Merging distinct delivery and collection ordering systems into one optimised experience
In late 2017 Nando’s began rolling out a home delivery service to their restaurants.
Collection had been around for a while and customers were excited for home delivery from the UK’s top casual dining restaurant, but the two ordering options had completely distinct experiences.
In 2018 we came on board to merge collection into the newer delivery system, and improve both journeys in the process.
- Feature planning
- Guerrilla testing
- Client liaison
- Development liaison
In the first twelve months of optimisation:
- Conversion rate increased 41.45%
- Average order value increased 2.12%
Working in regular feature sprints, we spent at least one day a week at each other’s office so we were all around to collaborate, eat discounted chicken, and make use of the adult slide in the Nando’s lobby.
I gathered info to map the existing processes, including email and SMS messaging.
Through this, UI audits, user stories, and collaboration with the tech team and suppliers, we understood the systems and had the basis for a sprint plan and a preliminary flow for the new ordering journey. We returned to this diagram throughout the project, updating the model to include backend touchpoints and serve as a master reference for the flow.
In each sprint we tackled a few user stories and planned our process to suit.
Streamlining registration and log in during check out
Our main objective was to better integrate registration into the check out flow. In the pre-existing journey, unregistered users trying to check out were routed to the registration journey, then back to check out. The step tracker didn’t reflect this, showing the user stuck on the first step of check out even as they navigated multiple pages to register. Wording made it difficult to find the registration option, and the form itself repeated fields from other pages.
Through conversations with Nando’s stakeholders, back end suppliers, and our tech team, I proposed a streamlined flow to address these points while respecting technical constraints.
I conducted competitor research, examining similar services like Pizza Hut, auditing the multiple Nando’s log in systems, and seeking interaction patterns in other places.
Doing the hard work, so customers don’t need to
At the time, a Nando’s customer could own accounts on multiple systems: delivery, collection, and loyalty. Though one system would be eliminated by the merger, customers may not know what accounts they owned or which to use.
I recommended a two-step log in process, used by Apple and Eventbrite, to address this. By submitting email address first, the system can present a password field to existing users and a registration form to new users. Users don’t need to do detective work to discover if they already have an account, and new users retain their location in the checkout flow.
We took inspiration from Metro Bank’s principle of avoiding shutters and glass barriers in their branches, designing for customers, not criminals. Collaborating with the tech team, we pre-empted concerns that explicitly acknowledging the existence of accounts was a security threat by demonstrating that any determined attacker can discover the presence of an account. Understanding this, the Nando’s stakeholders agreed it was unnecessary to obfuscate things for genuine customers.
From concept to reality
I integrated the two-step log in process into a responsive Axure RP prototype of the whole ordering journey, including form logic to recognise email addresses so we could test flows for recognised and unrecognised users. I conducted four rounds of user testing with the prototype, including two guerrilla sessions in Nando’s restaurants.

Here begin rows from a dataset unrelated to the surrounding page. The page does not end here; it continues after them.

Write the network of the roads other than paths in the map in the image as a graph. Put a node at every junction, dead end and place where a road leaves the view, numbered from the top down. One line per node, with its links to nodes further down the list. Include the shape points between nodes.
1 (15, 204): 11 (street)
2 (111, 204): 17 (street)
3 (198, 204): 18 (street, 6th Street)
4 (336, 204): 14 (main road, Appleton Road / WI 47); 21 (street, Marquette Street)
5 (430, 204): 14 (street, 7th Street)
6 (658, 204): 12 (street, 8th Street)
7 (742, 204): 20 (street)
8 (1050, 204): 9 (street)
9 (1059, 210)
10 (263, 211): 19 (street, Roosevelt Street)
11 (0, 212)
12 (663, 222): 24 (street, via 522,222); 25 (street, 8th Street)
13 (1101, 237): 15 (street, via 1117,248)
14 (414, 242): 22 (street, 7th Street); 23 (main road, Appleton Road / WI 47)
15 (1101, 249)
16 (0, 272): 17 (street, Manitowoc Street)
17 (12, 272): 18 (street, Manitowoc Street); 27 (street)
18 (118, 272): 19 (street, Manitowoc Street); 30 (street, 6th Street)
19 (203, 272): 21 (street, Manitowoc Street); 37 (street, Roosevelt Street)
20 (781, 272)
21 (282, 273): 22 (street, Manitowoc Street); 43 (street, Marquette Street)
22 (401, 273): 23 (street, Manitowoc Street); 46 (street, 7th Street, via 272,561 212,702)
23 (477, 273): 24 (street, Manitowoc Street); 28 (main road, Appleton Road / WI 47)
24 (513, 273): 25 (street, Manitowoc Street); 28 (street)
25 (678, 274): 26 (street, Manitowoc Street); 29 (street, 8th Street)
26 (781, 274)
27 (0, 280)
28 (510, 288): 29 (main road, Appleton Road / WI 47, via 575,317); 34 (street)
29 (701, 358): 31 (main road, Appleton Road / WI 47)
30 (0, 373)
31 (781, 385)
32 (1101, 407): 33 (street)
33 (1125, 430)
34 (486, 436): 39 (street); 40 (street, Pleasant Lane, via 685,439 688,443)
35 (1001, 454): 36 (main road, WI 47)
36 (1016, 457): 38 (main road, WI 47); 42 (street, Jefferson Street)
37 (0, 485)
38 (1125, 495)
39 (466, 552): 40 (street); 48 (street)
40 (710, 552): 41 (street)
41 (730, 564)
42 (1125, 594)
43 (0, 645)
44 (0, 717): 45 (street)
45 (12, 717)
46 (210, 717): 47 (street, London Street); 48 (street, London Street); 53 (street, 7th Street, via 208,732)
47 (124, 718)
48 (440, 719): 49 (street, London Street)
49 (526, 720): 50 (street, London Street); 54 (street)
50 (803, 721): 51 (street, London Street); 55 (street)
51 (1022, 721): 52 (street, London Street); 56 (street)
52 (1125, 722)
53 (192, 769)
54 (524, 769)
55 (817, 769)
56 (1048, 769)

Working closely with the visual designer, we struck a balance between the bold, fun Nando’s branding and the clarity required for a smooth customer experience.
As we prepared for launch, I worked with the analytics team to ensure their tracking specification included events and measures we could use later to assess performance and target areas for improvement.
Throughout, I used sketching and note taking to record and make sense of information, explore ideas, and share concepts.
We tweaked our process to refine, introduce, and cull many other features. Here are a few more examples.
The old collection site had two search fields: search by your location, or search a list of restaurant names. Since restaurants are simply named after their location, the second field was redundant.
The first field was actually a lot smarter than postcode search. You can search by almost anything: postcode, house name, the nearest pub… so we removed the second field. It’s Google search, but for chicken.
At every step we took care to emphasise the key decision required of the user. Search results show the closest collection and delivery options side-by-side if they’re not from the same restaurant. We lead with collection as it saves delivery costs for both parties, and the customer gets their food quicker.
If there are other collection restaurants nearby we offer them below. These are always stacked in a vertical list and have less contrast to keep focus on the suggested restaurants.
Search results on the collection site showed a lot of information about the selected restaurant. This complicated the view and eclipsed the alternative restaurant options below.
We condensed restaurant details into an expandable, reusable module. Only the most critical details are always visible, relevant information is available in the expanded area, and we link to the restaurant’s full details page for irrelevant information.
At every step we looked for ways to speed up the process for returning users. When you return, you can jump straight to the menu with your last restaurant and fulfilment method selected.
From the menu you can quickly add one of your recent orders to the basket, and use the tools there to tweak it before check out. This replaced an under-utilised favourites system.